I don't know if I'd be so quick to jump to that conclusion.... I'll explain :)

So the reason I asked about ACS enforcement is because I'm currently
trying to pass my Radeon 6990 into a VM.  I tried this a while back,
but only with ESXi.  After futzing with it for a day or two, I had to
quit because while I had VT-d, and the ESXi install said Passthrough
was supported, I ended up in a "this host requires a reboot before
this device can be assigned to a vm" loop of some sort.  Hours of
investigation revealed that the PEX 8647 (or whatever it is, Google
knows :P) which is the PCIe switch built in to the board of the 6990
is *supposed* to support ACS... but it's seemingly switched off.

I'd love to attempt to flash the chip if anyone can provide guidance.
Any fellow nerds care to help destroy---I mean fix!  Yeah, fix...---a
PCIe chip that requires an NDA to get the tools for... I'm down.
Maybe I should email AMD or PLX.  Back to the point though! ;)

So what might intrigue you the most here is that while I'm stuck with
a VGA device sitting behind this non-ACS compliant switch... My
results are almost identical to yours.  Passing one of the VGA devices
to the DomU, with or without the corresponding HDMI audio doesn't seem
to matter, I get this:

" it is so intermittent. It works well enough to boot up and work with
a gaming type load for a few minutes.

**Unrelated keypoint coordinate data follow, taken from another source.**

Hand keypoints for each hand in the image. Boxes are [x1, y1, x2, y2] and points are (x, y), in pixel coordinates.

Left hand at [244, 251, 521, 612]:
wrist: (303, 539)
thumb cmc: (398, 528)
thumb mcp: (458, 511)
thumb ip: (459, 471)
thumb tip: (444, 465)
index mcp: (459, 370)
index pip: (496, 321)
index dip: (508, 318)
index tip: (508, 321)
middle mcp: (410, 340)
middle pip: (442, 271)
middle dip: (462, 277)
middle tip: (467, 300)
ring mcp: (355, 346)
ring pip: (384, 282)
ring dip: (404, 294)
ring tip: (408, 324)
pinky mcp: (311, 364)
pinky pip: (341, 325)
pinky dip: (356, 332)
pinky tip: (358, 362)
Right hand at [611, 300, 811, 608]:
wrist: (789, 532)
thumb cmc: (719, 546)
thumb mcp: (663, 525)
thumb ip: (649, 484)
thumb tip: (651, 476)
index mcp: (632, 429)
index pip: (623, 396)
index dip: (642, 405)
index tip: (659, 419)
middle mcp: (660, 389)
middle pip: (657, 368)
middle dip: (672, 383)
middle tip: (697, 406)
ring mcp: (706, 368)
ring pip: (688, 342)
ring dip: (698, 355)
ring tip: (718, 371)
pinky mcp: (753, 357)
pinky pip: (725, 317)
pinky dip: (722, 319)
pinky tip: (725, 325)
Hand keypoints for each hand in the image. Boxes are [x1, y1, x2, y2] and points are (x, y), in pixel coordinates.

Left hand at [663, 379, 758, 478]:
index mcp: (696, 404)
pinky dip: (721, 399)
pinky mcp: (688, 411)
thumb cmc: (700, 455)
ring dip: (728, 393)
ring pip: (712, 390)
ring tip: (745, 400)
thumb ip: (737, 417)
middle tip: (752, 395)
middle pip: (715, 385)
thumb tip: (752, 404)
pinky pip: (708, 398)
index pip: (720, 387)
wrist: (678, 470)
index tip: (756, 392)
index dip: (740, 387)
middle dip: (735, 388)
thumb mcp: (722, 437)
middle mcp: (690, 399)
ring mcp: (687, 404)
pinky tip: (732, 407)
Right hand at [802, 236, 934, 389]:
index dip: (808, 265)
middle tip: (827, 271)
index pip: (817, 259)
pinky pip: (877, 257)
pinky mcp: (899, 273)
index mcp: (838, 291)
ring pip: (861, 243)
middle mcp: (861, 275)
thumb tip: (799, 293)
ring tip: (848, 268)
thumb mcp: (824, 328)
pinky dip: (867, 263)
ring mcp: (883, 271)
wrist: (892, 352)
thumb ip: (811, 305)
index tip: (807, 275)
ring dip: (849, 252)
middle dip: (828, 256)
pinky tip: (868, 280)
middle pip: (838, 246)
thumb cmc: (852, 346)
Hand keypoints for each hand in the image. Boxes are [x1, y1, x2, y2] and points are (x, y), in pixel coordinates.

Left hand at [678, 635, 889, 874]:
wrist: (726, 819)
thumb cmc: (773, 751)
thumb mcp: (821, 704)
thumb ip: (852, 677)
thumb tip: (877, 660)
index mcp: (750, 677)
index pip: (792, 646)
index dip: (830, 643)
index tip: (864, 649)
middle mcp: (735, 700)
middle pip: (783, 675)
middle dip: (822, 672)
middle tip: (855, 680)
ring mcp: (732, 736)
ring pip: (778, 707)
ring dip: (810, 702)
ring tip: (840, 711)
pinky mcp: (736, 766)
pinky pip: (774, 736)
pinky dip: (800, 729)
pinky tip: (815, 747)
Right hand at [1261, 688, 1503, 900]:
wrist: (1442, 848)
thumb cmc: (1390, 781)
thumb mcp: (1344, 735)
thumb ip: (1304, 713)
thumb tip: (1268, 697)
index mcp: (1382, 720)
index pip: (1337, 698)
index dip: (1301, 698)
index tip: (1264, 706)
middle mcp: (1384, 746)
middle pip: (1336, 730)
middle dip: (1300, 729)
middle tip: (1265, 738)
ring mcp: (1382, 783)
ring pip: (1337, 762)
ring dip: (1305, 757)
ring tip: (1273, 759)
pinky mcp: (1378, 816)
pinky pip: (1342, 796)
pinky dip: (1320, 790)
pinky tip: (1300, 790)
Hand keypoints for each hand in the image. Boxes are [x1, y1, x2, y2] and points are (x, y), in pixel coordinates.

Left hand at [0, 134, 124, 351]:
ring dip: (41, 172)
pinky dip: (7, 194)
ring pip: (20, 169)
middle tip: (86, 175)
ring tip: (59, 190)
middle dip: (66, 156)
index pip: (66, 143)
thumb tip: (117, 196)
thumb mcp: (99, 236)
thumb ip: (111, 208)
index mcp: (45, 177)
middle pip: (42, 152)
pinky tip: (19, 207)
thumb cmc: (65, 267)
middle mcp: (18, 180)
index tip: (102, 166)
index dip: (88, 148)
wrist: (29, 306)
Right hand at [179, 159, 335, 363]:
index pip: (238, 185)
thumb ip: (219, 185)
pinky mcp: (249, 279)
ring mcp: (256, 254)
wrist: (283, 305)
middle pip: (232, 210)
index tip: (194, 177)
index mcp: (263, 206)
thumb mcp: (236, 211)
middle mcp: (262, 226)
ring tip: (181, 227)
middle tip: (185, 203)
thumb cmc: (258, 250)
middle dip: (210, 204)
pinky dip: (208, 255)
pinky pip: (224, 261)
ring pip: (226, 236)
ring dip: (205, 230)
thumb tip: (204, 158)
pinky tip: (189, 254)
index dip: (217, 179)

Then something happens that
causes the VGA card to require a reset, and it all falls apart."

Seriously :P

It eventually likes to BSOD, usually on atikmpag.sys I think.  Plenty
of "an attempt was made to reset the display adapter and failed" blah
blah blah.  This happens 100% of the time if I try to boot with both
devices attached.  The first time I boot it up, the driver isn't
installed so it'll work until just before auto-login reaches the
desktop, but after that I can't boot at all with both VGA devices
attached. I'd love to explore more, but I'm running out of places to
look for solutions to my problem that don't involve my credit card and
some new hardware.  In a fit of delicious irony, my problem is almost
identical to yours---if only I'd bought some cheaper stuff it'd
probably all work just great :D

The only single GPU cards I have are the Radeon 5850s in the AMD box I
have.  I'm just a little reticent to tear the thing apart though cause
it gets used a lot.  I think my next step is to look for a video card
that properly supports FLR, though I'm considering a hard-hack: think
of a 12v relay and a PCIe extender cable---if a D3D0 reset actually
powers off the slot momentarily but the PSU plugs on the card prevent
it from working, then I could rig up a switch that ties those plugs'
power state into the slot itself---it's radical, yes, but possibly the
most inventive solution I can think of so far.  I'm super curious to
see if anyone more knowledgeable than myself thinks it would work,
because it'd be super cheap to build!  As the saying goes though, I'll
"cross that bridge when I come to it." :)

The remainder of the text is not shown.